Crypto lender Genesis to return $3 billion to customers in bankruptcy wind-down

FILE PHOTO: A arrives at the U.S. District Bankruptcy Court for the Southern District of New York in Manhattan, New York, U.S., January 9, 2020. REUTERS/Brendan McDermid/File Photo

NEW YORK (Reuters) - Crypto lender Genesis Global received court approval on Friday to return about $3 billion in cash and cryptocurrency to its customers in a bankruptcy liquidation, leaving its owner, Digital Currency Group, with no recovery from the bankruptcy.

U.S. Bankruptcy Judge Sean Lane approved Genesis’ Chapter 11 liquidation plan and overruled an objection raised by DCG, which had argued that Genesis should pay its customers and creditors no more than what the crypto assets were valued at in January 2023, when Genesis filed for bankruptcy.

Crypto prices have risen sharply since Genesis filed for bankruptcy, and DCG and Genesis disagreed over who should benefit from the rise in prices. Bitcoin, for example, was worth $21,084 in January 2023, compared with its current price of $67,000.
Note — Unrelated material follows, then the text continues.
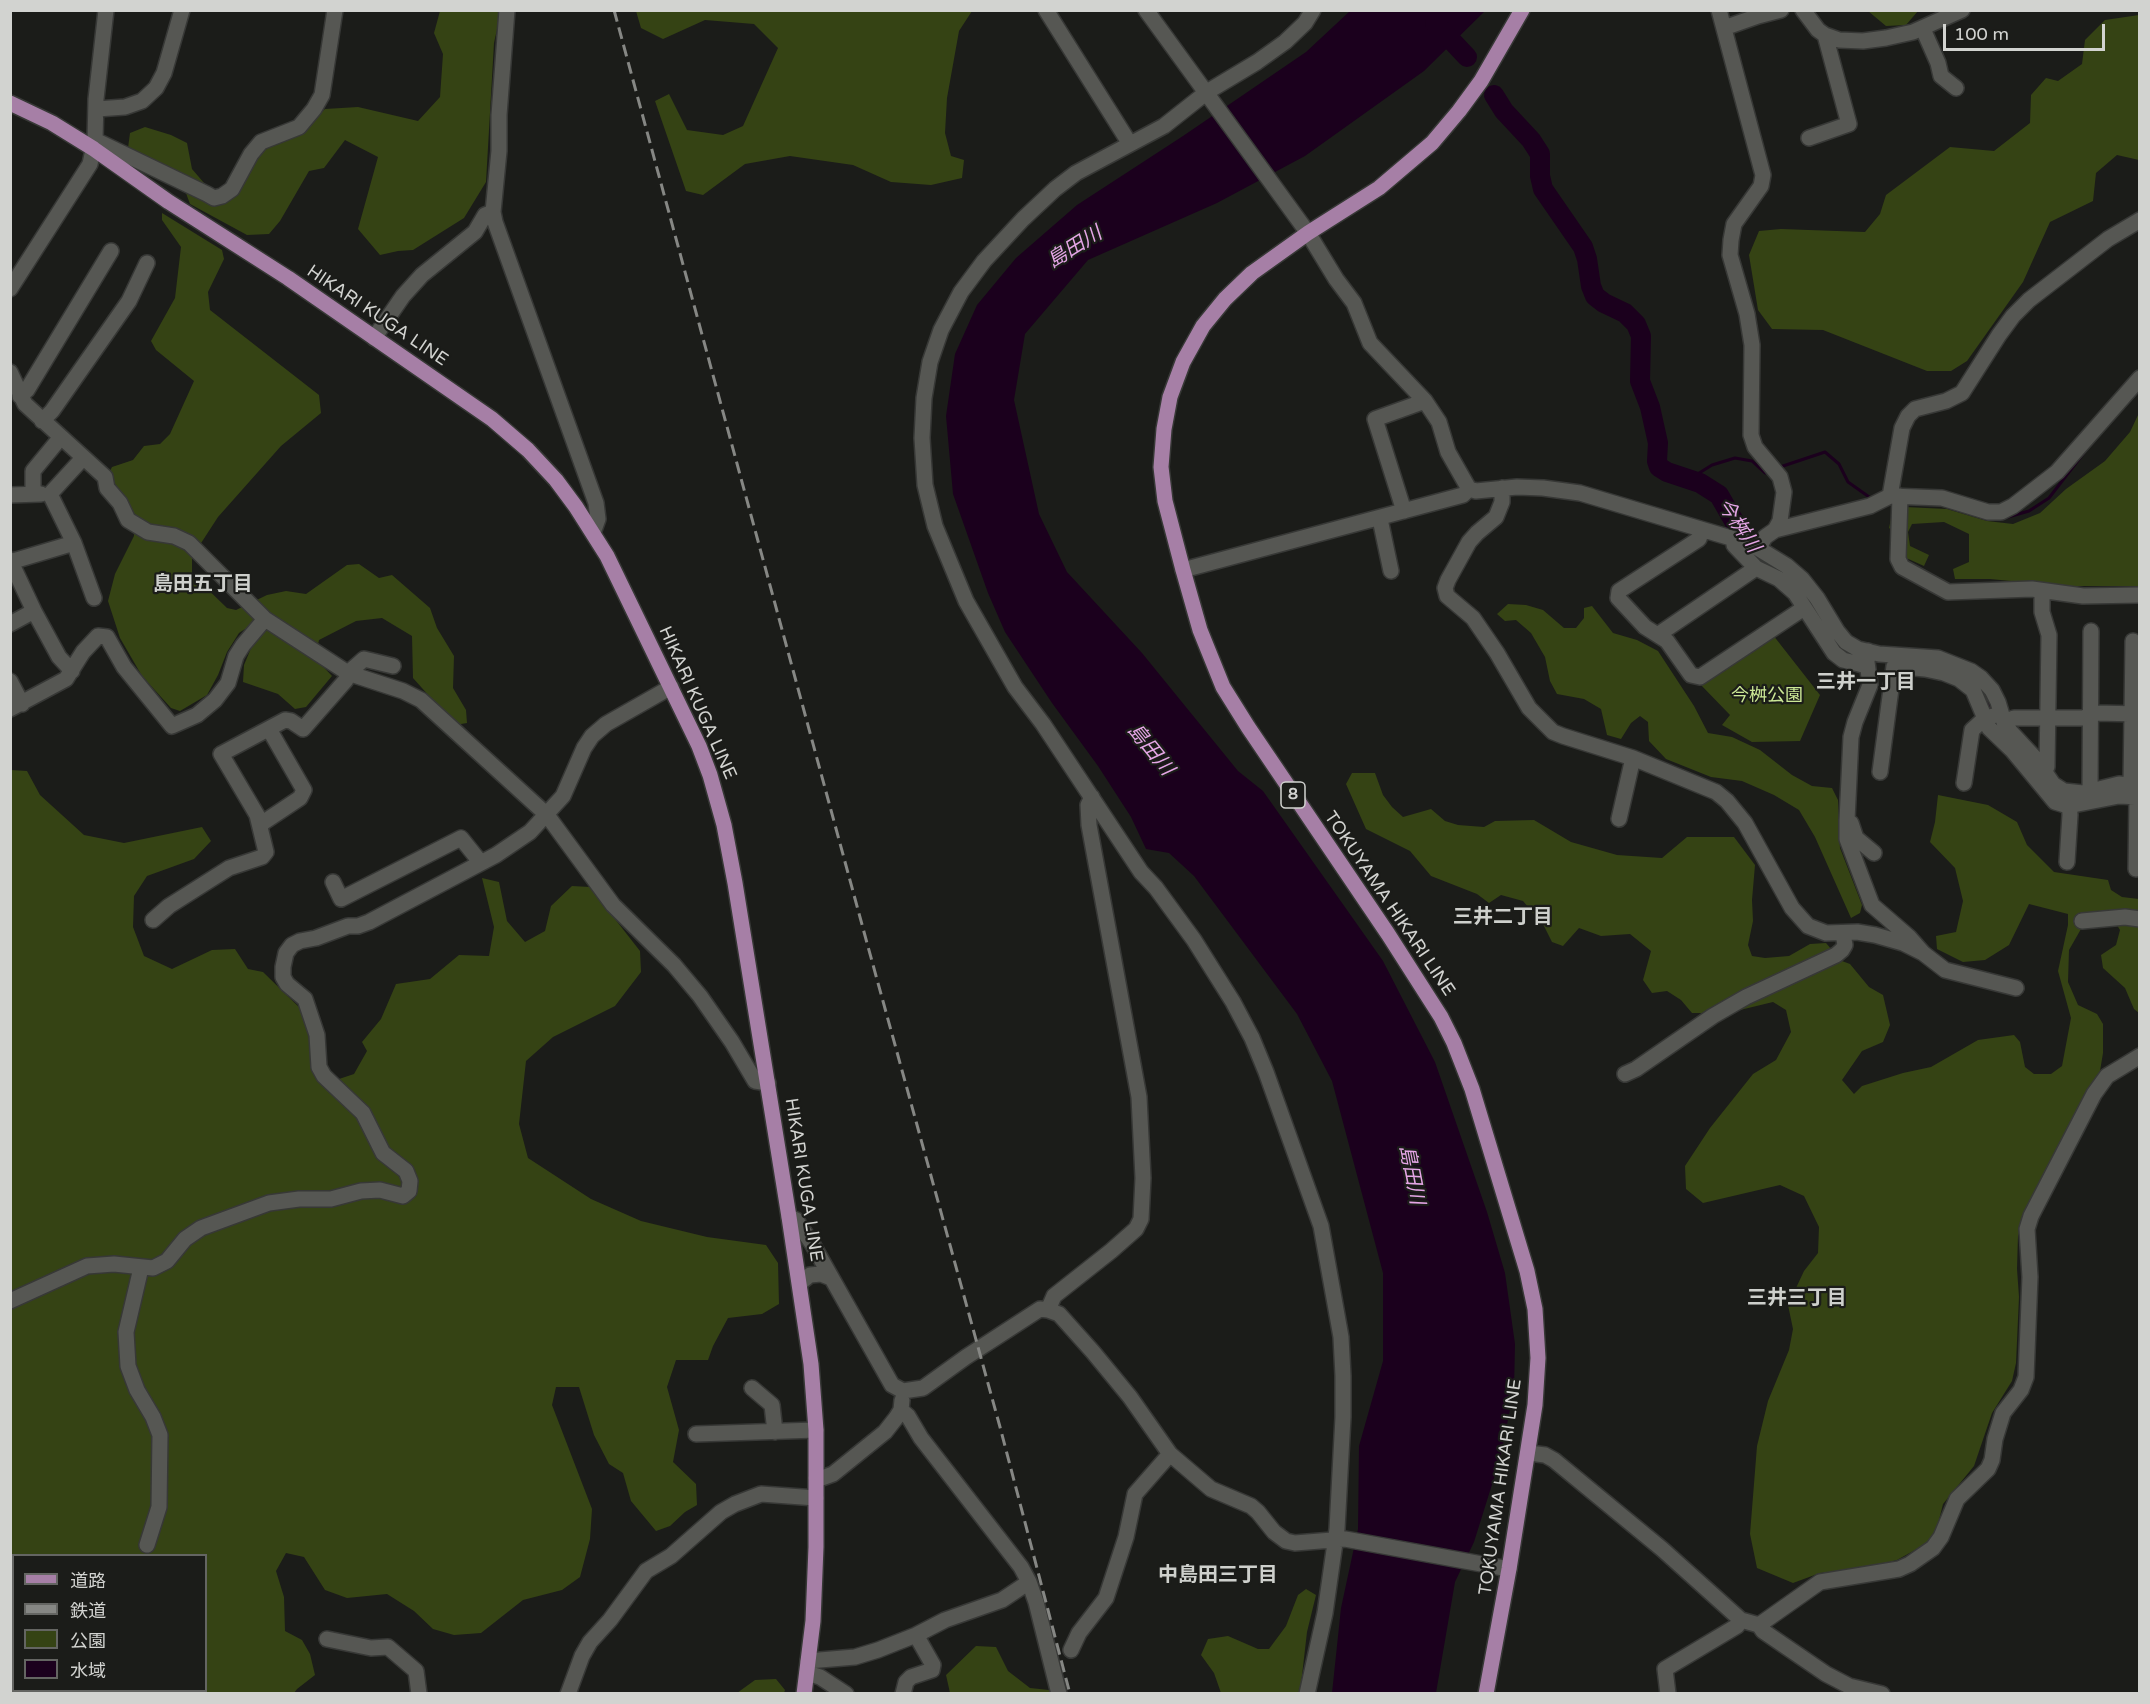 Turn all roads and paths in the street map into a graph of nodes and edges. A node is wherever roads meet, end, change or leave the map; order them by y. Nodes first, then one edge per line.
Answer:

Lane rejected DCG's objection, ruling that even if customer claims were capped at the lower prices, Genesis would have to pay many other creditors, including federal and state financial regulators that had asserted $32 billion in claims, before it was able to give money to its equity owner DCG.

"There are nowhere near enough assets to provide any recovery to DCG in these cases," Lane wrote.

Genesis is paying customers back in crypto where possible, but it does not have enough cryptocurrency to give back everything it owes.

Genesis attorney Sean O'Neal said Friday that the company disagreed with DCG's assertion that customers could be paid "in full" based on the lower cryptocurrency prices in January 2023.

"We don't buy into the idea that claims are capped at the petition date value," O'Neal said.

Genesis estimated in February that it would be able to pay its customers up to 77% of the value of their claims, depending on future price fluctuations.

DCG could not immediately be reached for comment late Friday.